Die Beziehung von Gottfried Schatz zu Österreich war zwiespältig.
Einerseits hat er Österreich und speziell Graz immer (noch) als seine
Heimat bezeichnet und seine Wurzeln nie verleugnet. Als ich vor
mehreren Jahren bei ihm anfragte, ob er allenfalls bereit wäre, ein
Gutachten im Rahmen eines Berufungsverfahrens an der Universität Graz
zu erstellen, hat er spontan zugesagt und war fast entrüstet über die
Frage. Er meinte "aber natürlich, das ist ja meine Alma Mater". In
den letzten Jahren war er ein häufiger und gefragter Festredner bei
diversen Anlässen (zuletzt bei der 650-Jahr-Feier der Universität
Wien), was nicht nur seiner Prominenz sondern auch seinen
überragenden rhetorischen Fähigkeiten geschuldet war. Anderseits hat
er sich als Weltbürger verstanden mit einem beträchtlichen
Skeptizismus gegenüber nationaler Kleinstaaterei. Er war ein großer
Bewunderer des US-amerikanischen und des schweizerischen
Wissenschaftssystems, wo er wissenschaftlich sozialisiert wurde. Das
österreichische Hochschulsystem, dem er Anfang der 60-er Jahre
entflohen ist, ist seiner Meinung nach mit der Zeit zwar besser, aber
noch lange nicht gut geworden, was er nicht zuletzt einem
fundamentalen Desinteresse seitens der österreichischen Bevölkerung
an Wissenschaft zuschrieb.

Obwohl - oder vielleicht gerade weil - er selbst gegen Ende seiner
wissenschaftlichen Laufbahn ein prominenter Wissenschaftsmanager
(Direktor des Biozentrums in Basel, Generalsekretär der EMBO) sowie
Wissenschaftspolitiker (Präsident des Schweizerischen Wissenschafts-
und Technologierates) wurde, hatte er wenig Sympathie für diese
Zunft: Personen, die Wissenschaftlern vorschreiben wollten, worüber
sie forschen sollten oder wer mit wem zu kooperieren hätte, waren für
ihn Zeitdiebe (Chronoclasten), denen man im besten Fall Naivität, im
schlechtesten bösen Willen unterstellen muss.

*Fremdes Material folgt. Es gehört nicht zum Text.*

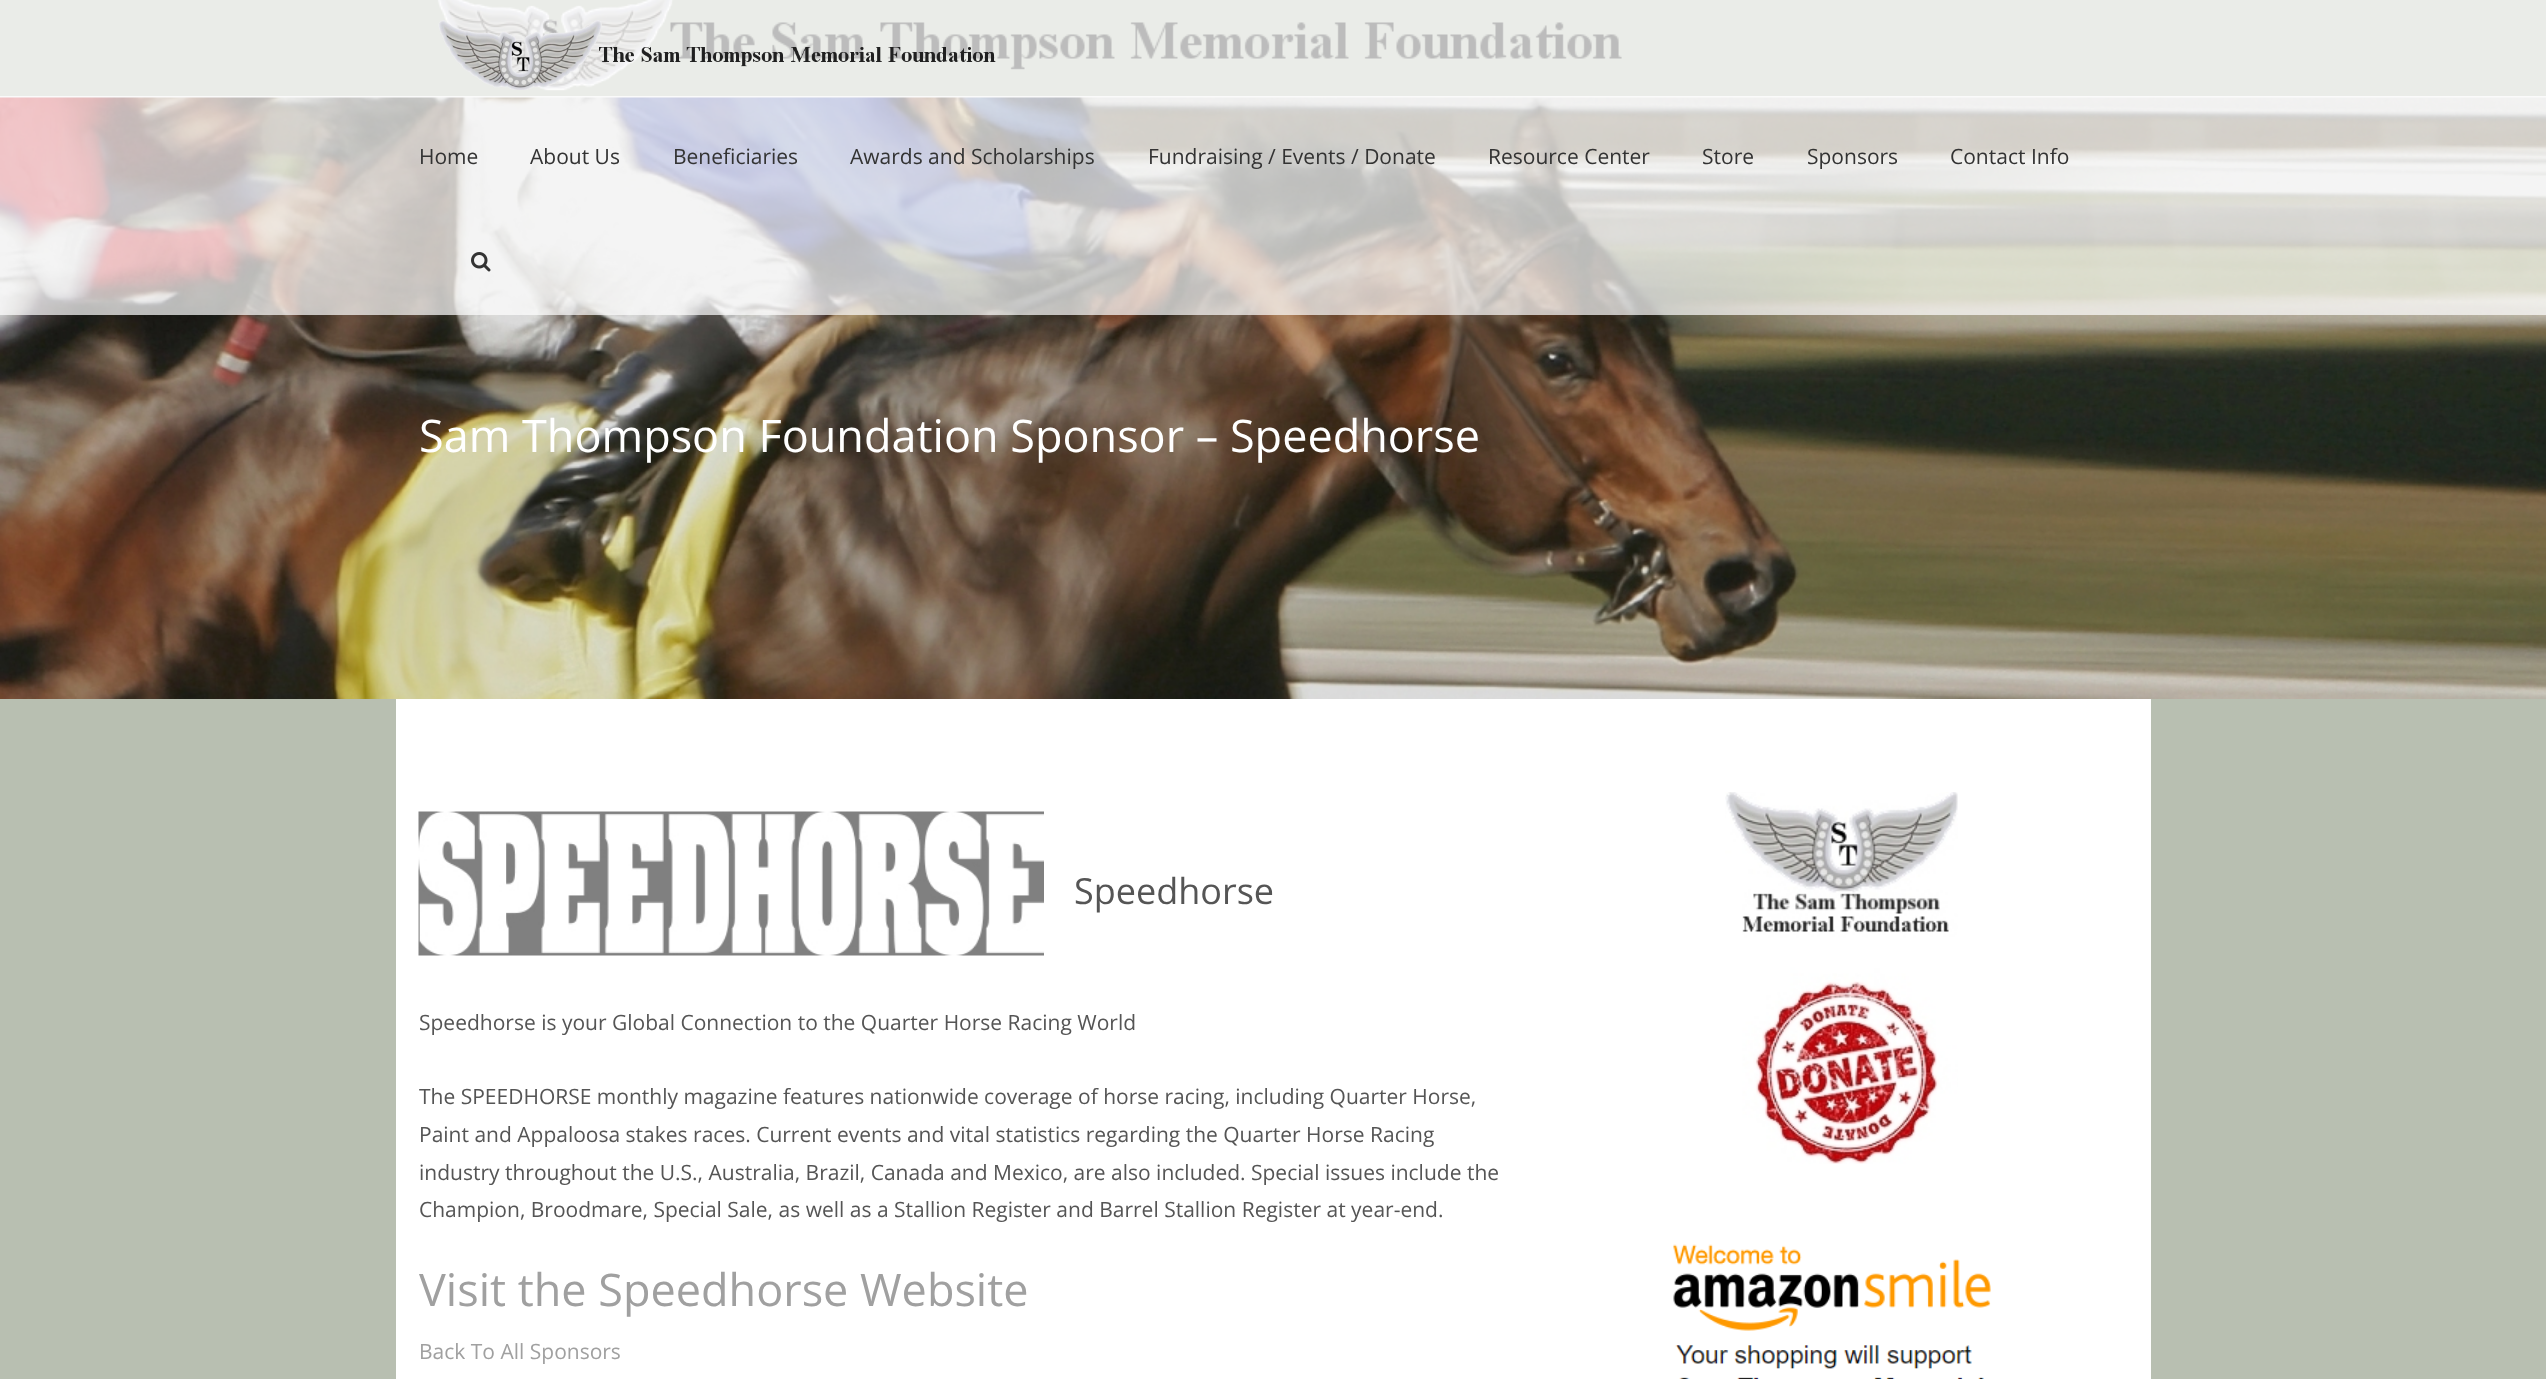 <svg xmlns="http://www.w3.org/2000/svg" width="2546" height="1379">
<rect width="100%" height="100%" fill="#b8bfb1"/>
<image x="437" y="0" width="1185" height="91" href="media/1.png"/>
<rect y="96" width="2546" height="2" fill="#eee"/>
<image x="0" y="97" width="2546" height="602" href="media/4.png"/>
<rect width="2546" height="315" fill="#ffffffb3"/>
<image x="438" y="20" width="558" height="70" href="media/2.png"/>
<text x="419" y="164" style="font-family:Open Sans;font-size:21px;fill:#333">Home</text>
<text x="530" y="164" style="font-family:Open Sans;font-size:21px;fill:#333">About Us</text>
<text x="673" y="164" style="font-family:Open Sans;font-size:21px;fill:#333">Beneficiaries</text>
<text x="850" y="164" style="font-family:Open Sans;font-size:21px;fill:#333">Awards and Scholarships</text>
<text x="1148" y="164" style="font-family:Open Sans;font-size:21px;fill:#333">Fundraising / Events / Donate</text>
<text x="1488" y="164" style="font-family:Open Sans;font-size:21px;fill:#333">Resource Center</text>
<text x="1702" y="164" style="font-family:Open Sans;font-size:21px;fill:#333">Store</text>
<text x="1807" y="164" style="font-family:Open Sans;font-size:21px;fill:#333">Sponsors</text>
<text x="1950" y="164" style="font-family:Open Sans;font-size:21px;fill:#333">Contact Info</text>
<image x="471" y="252" width="20" height="20" href="media/3.png"/>
<text x="419" y="452" style="font-family:Open Sans;font-size:45px;fill:#fff">Sam Thompson Foundation Sponsor – Speedhorse</text>
<rect x="396" y="699" width="1755" height="680" fill="#fff"/>
<image x="418" y="811" width="626" height="145" href="media/5.png"/>
<text x="1074" y="904" style="font-family:Open Sans;font-size:36px;fill:#555">Speedhorse</text>
<text x="419" y="1030" style="font-family:Open Sans;font-size:21px;fill:#555">Speedhorse is your Global Connection to the Quarter Horse Racing World</text>
<text x="419" y="1104" style="font-family:Open Sans;font-size:21px;fill:#555">The SPEEDHORSE monthly magazine features nationwide coverage of horse racing, including Quarter Horse,</text>
<text x="419" y="1142" style="font-family:Open Sans;font-size:21px;fill:#555">Paint and Appaloosa stakes races. Current events and vital statistics regarding the Quarter Horse Racing</text>
<text x="419" y="1180" style="font-family:Open Sans;font-size:21px;fill:#555">industry throughout the U.S., Australia, Brazil, Canada and Mexico, are also included. Special issues include the</text>
<text x="419" y="1217" style="font-family:Open Sans;font-size:21px;fill:#555">Champion, Broodmare, Special Sale, as well as a Stallion Register and Barrel Stallion Register at year-end.</text>
<text x="419" y="1306" style="font-family:Open Sans;font-size:45px;fill:#a0a0a0">Visit the Speedhorse Website</text>
<text x="419" y="1359" style="font-family:Open Sans;font-size:21px;fill:#a0a0a0">Back To All Sponsors</text>
<image x="1725" y="792" width="233" height="372" href="media/6.png"/>
<image x="1673" y="1244" width="318" height="135" href="media/7.png"/>
</svg>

Zentrum des Bösen waren
für ihn die Rahmenprogramme der EU. Für ihn bestand der einzig
mögliche Weg zur Förderung von Wissenschaft darin, begabte
Forscher/innen zu identifizieren und für sie optimale
Forschungsbedingungen zu schaffen. Naturgemäß hatte er wenig
Verständnis für wissenschaftliches (und sonstiges) Mittelmaß.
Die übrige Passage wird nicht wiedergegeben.